As you explore the market looking for growth stocks, you’ll find companies from a wide range of industries. However, the sectors above can be great places to begin your search.

How To Evaluate Growth Investments

When you’re looking to become a growth stock investor, it can be disappointing to learn there isn’t a universal formula used by all growth investors. With that, you’ll need to take a variety of factors into account before moving forward with any particular stock, mutual fund, or ETF.

You can assess an investment’s potential growth with a combination of quantitative and qualitative measures. It’s important to realize there will always be some amount of subjectivity in your growth investing choices. But here are a few helpful measurements to inform your decisions.

  • Projected earnings growth. Is the company expected to increase its profitability in the near future? Strong projections could make the case for a worthwhile growth stock opportunity.
  • Historic earnings growth. Projections of future growth can be exciting. But has the company delivered by consistently increasing its earnings over the past several years? 
  • Profit margins. Strong profit margins could be an indicator that a company would make a strong growth investing pick.
  • Return on equity (ROE). ROE measures the profitability of a company. An increasing ROE could be a good sign for a growth investor.
  • Price to earnings ratio (P/E). While value stocks tend to have low P/E ratios, the opposite is true of growth stocks. The higher the P/E ratio, the better the chances that you’re looking at a growth stock.

In addition to these measurements above, you should also consider less measurable aspects of a company. These might include the brand loyalty of the customer base, patented innovations that could change the market place, and other points of interest that set the company apart from the competition. 

Related: Best Valuation Ratios For Stocks

Who Should Try Growth Investing?

Although growth investing can be a good strategy for some investors, it’s not for everyone. You’ll need to take your own investment objectives in mind before diving into growth investing.

Growth stock investors are seeking high returns. But the potential for high returns comes with an increased risk.
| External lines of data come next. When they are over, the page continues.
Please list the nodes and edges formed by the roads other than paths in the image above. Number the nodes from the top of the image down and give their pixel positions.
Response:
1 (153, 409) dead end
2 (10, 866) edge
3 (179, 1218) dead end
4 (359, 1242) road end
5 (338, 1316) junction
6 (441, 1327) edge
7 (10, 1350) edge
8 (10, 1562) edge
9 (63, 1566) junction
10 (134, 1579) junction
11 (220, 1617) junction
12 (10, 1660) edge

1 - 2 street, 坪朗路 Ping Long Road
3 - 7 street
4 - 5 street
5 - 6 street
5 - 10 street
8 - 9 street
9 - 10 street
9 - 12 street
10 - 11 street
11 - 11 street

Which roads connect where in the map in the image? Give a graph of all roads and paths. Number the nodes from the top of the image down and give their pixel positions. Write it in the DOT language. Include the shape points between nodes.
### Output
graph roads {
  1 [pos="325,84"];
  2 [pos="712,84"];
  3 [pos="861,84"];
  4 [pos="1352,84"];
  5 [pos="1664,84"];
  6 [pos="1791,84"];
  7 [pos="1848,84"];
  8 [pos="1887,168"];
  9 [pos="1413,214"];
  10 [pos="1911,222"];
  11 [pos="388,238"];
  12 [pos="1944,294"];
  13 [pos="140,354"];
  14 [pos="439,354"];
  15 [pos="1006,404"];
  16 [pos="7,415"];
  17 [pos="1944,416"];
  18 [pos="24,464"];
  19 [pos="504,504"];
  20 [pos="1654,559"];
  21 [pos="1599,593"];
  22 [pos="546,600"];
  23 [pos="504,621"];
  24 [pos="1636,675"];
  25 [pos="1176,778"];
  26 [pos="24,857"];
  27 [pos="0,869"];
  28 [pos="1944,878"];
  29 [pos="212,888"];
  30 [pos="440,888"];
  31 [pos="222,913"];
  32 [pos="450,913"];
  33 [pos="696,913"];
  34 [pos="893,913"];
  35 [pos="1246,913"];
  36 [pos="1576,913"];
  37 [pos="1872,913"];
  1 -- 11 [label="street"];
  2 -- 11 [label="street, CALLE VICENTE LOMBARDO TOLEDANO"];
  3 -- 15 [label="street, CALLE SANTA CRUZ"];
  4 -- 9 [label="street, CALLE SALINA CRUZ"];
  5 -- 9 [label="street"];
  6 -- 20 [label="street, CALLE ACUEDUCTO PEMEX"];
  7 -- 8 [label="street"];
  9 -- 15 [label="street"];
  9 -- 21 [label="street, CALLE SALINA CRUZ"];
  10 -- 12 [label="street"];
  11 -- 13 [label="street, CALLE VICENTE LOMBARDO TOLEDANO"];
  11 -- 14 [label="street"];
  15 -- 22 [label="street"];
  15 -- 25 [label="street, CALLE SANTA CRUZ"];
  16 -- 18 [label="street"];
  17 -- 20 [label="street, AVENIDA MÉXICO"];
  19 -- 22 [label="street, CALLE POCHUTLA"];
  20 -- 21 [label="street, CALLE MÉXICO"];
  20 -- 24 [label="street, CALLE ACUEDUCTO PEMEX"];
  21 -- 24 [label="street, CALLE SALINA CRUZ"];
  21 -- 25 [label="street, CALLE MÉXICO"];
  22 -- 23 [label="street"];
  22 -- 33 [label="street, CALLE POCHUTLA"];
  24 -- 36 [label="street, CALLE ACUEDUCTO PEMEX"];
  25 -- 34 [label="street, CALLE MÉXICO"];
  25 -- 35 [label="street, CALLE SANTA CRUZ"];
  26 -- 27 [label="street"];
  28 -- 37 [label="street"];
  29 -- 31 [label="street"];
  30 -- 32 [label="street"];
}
With that, you’ll need to have a relatively high risk tolerance to comfortably invest in growth stocks.

Beyond the debate of growth investing versus value investing, you should decide if you even want to invest in individual stocks. It can take time and energy to manage a growth stock portfolio effectively. Do you have the time to dedicate to this task?

If not, you might dedicate a small portion of your portfolio to individual stocks while placing the bulk of your money in an ETF or mutual fund that invests in growth stocks. Or, for even broader diversification, you can invest in index funds that include a mixture of both value and growth stocks. 

Final Thoughts

Growth investing can lead an investor to capitalize on investments that outperform the rest of the market. It can take time and energy to pursue these higher-risk investments, but they could be worth the rewards over the long-term.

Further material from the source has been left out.